Betapa terkejutnya Astrid saat penutup kepala dan wajah Edward terbuka, Dia kaget dan syock, karena ternyata yang berdiri dihadapannya adalah Papahnya sendiri .
"Ngapain Papah di sini?!" Ujar Astrid bertanya pada Edward .
"Papah datang ke sini mau nemui Hardi Wijaya, Papah mau meminta pertanggung jawabannya karena sudah menjebak dan memfitnah Papah dulu." Ungkap Edward, mengaku pada anaknya itu .
"Tapi, Kenapa Papah gak bilang sama Aku kalo mau ke sini?!!" Ujar Astrid, menatap tajam wajah Papahnya .
"Papah gak mau melibatkanmu, ini urusan Papah sama Hardi Wijaya!
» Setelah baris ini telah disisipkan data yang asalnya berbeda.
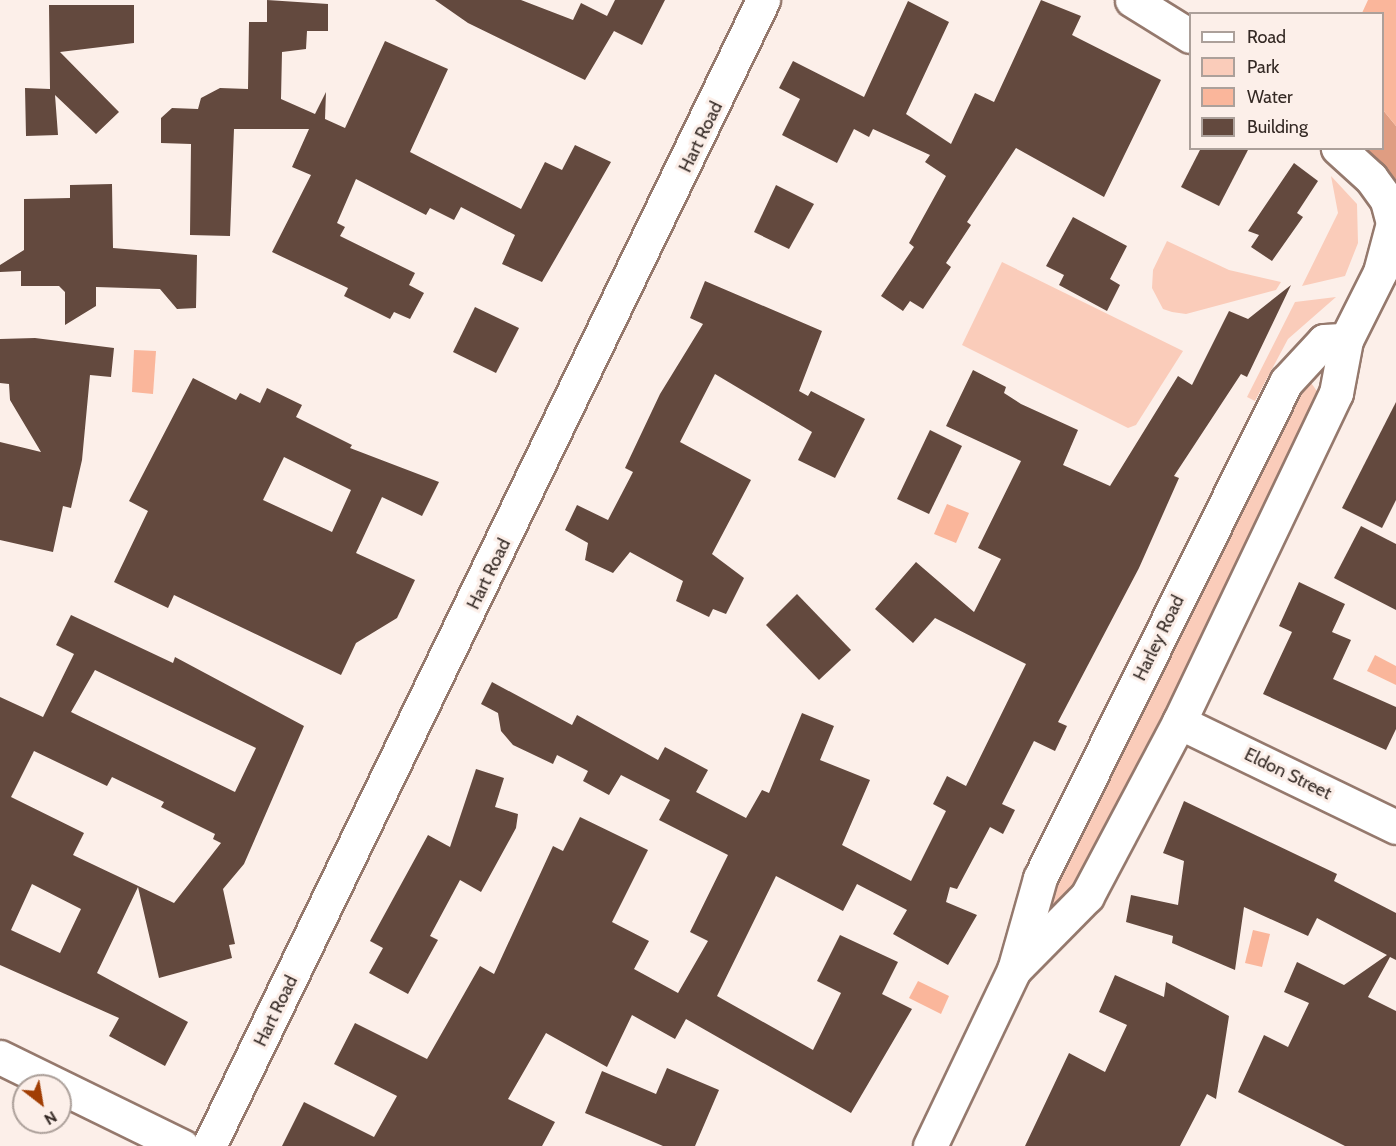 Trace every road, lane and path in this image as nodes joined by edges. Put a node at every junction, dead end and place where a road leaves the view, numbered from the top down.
1 (763, 0) edge
2 (1132, 0) edge
3 (1189, 35) edge
4 (1340, 150) edge
5 (1346, 340) junction
6 (1179, 722) junction
7 (1396, 827) edge
8 (1014, 970) junction
9 (0, 1057) edge
10 (182, 1146) edge
11 (209, 1146) edge
12 (930, 1146) edge

1 - 11 street, Hart Road
2 - 3 street
4 - 5 street, Harley Road
5 - 6 street, Harley Road
5 - 8 street, Harley Road
6 - 7 street, Eldon Street
6 - 8 street, Harley Road
8 - 12 street, Harley Road
9 - 10 street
Papah sendiri yang mau membalas dendam Papah pada Hardi dan kelompoknya." Ungkap Edward, menjelaskan pada Astrid dengan wajahnya yang serius itu .
"Tapi, bagaimana tadi kalo Aku langsung menembak Papah? Papah bisa mati karena Aku gak tau kalo ternyata Papah yang menyelinap tadi!" Ungkap Astrid, cemas menatap wajah Papahnya .
"Ya, Papah tau itu, makanya, pas Papah kepergok Kamu, Papah langsung gak melawan." Ucap Edward.
"Papah sengaja gak membuat gerakan gerakan yang bisa membuatmu langsung menembak Papah, makanya, Papah langsung diam tadi." Ujar Edward, menjelaskan pada Astrid.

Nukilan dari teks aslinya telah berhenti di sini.